Three big jobs — dry it, sweeten it, and right-size the heavy ends — then check it against the tariff.

Why raw gas isn't ready

Picture the stream arriving from the gathering system as a damp, slightly sour cocktail: mostly methane, but carrying water vapor, acid gases, and a load of heavier hydrocarbons. Each of those causes a specific failure if it reaches the transmission line. The plant exists to fix all three before the gas is handed off.

Raw gas inwet · sour · heavy
Dehydrateremove water
Sweetenremove H₂S / CO₂
NGL recoveryright-size heavy ends
Pipeline gasmeets the spec

The three core jobs of a gas plant, in the order most plants run them.

💧

Water → plugs & rust

Water vapor freezes into ice-like hydrates that plug the line, and liquid water plus acid gas forms acids that corrode steel from the inside.

⚠️

Acid gases → corrosion

Hydrogen sulfide (H₂S) and carbon dioxide (CO₂) are acid gases. They attack the pipe and, in H₂S's case, are acutely lethal to people.

🔥

Heavy ends → wrong fuel

Too many heavier hydrocarbons (NGLs, natural gas liquids) can blow past the heating-value and dewpoint spec, so they're recovered and sold separately.

🧭 The big idea

"Pipeline quality" isn't one thing — it's a checklist. Dry enough, sweet enough, and the right energy content. Miss any one and the gas is rejected at the city gate.

Dehydration — taking the water out

Drying the gas is usually the first conditioning step. The workhorse is glycol dehydration using TEG (triethylene glycol), a thirsty liquid that grabs water out of the gas. The neat part: the glycol is then reused in a loop, not thrown away.

Contactor absorbs water wet gas dry gas Reboiler boils water off glycol water vapor rich (wet) glycol → ← lean (dry) glycol

The glycol loop. Glycol soaks up water in the contactor, then a reboiler boils that water off so the glycol can go back to work — over and over.

When a plant needs very dry gas — for example, feed to a cryogenic NGL unit that runs near −100 °F — glycol alone isn't enough. Those plants use molecular sieves, solid beds that adsorb water down to trace levels so nothing freezes in the cold section.
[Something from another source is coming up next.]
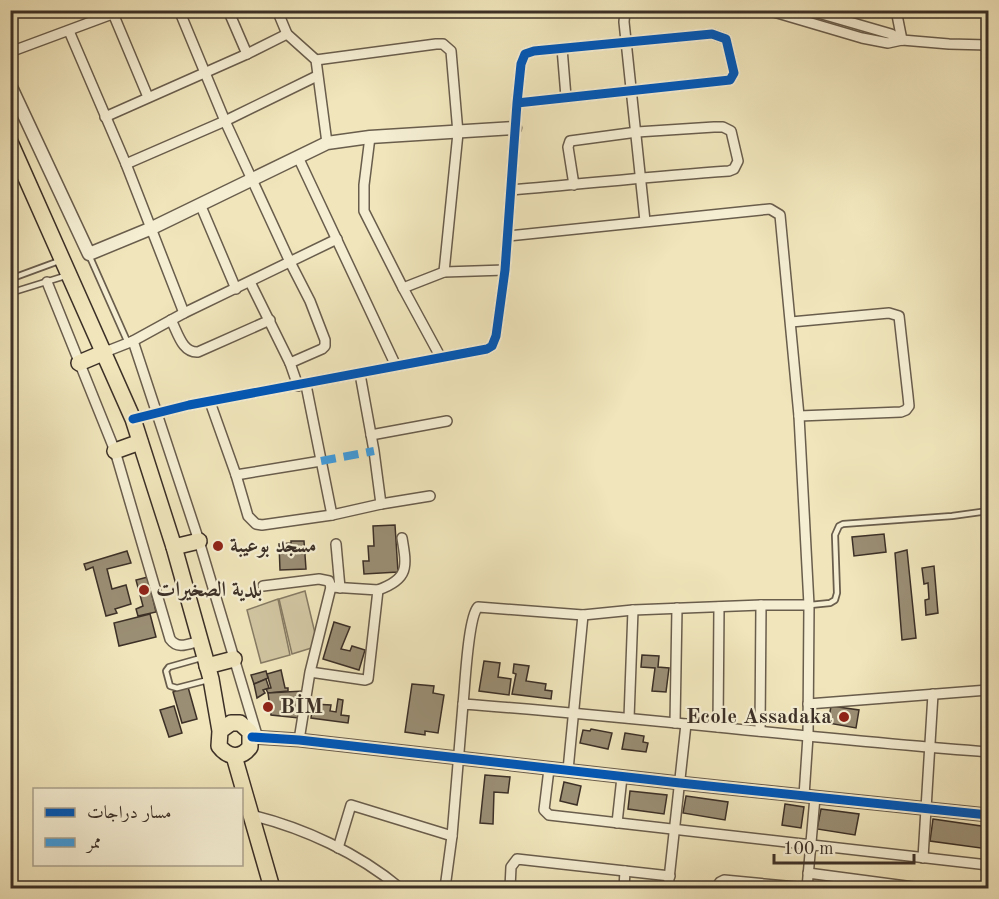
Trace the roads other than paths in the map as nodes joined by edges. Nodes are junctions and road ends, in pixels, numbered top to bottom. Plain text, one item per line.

Why obsess over a little water? Because the gas is about to enter a high-pressure transmission line — and hydrates form precisely at high pressure + low temperature. Pull the water out here, at the low-pressure end of the gradient, and the gas can climb the pressure ladder downstream without plugging the line with ice-like solids.

🔢 Water spec — varies by climate

Treat 4–7 lb of water per MMscf (million standard cubic feet) as the typical range, not a single number. typical Warm regions tolerate up to ~7 lb/MMscf; colder regions push to ~4 lb/MMscf (and ~2–4 in Canada) because cold lines form hydrates more easily.

Sweetening — removing H₂S and CO₂

Removing acid gases is called sweetening (gas with H₂S is "sour"; clean gas is "sweet"). The standard method is amine treating: a water-based amine solution absorbs H₂S and CO₂ in a contactor, then heat regenerates it — the same absorb-and-reuse trick as glycol, but tuned for acid gases.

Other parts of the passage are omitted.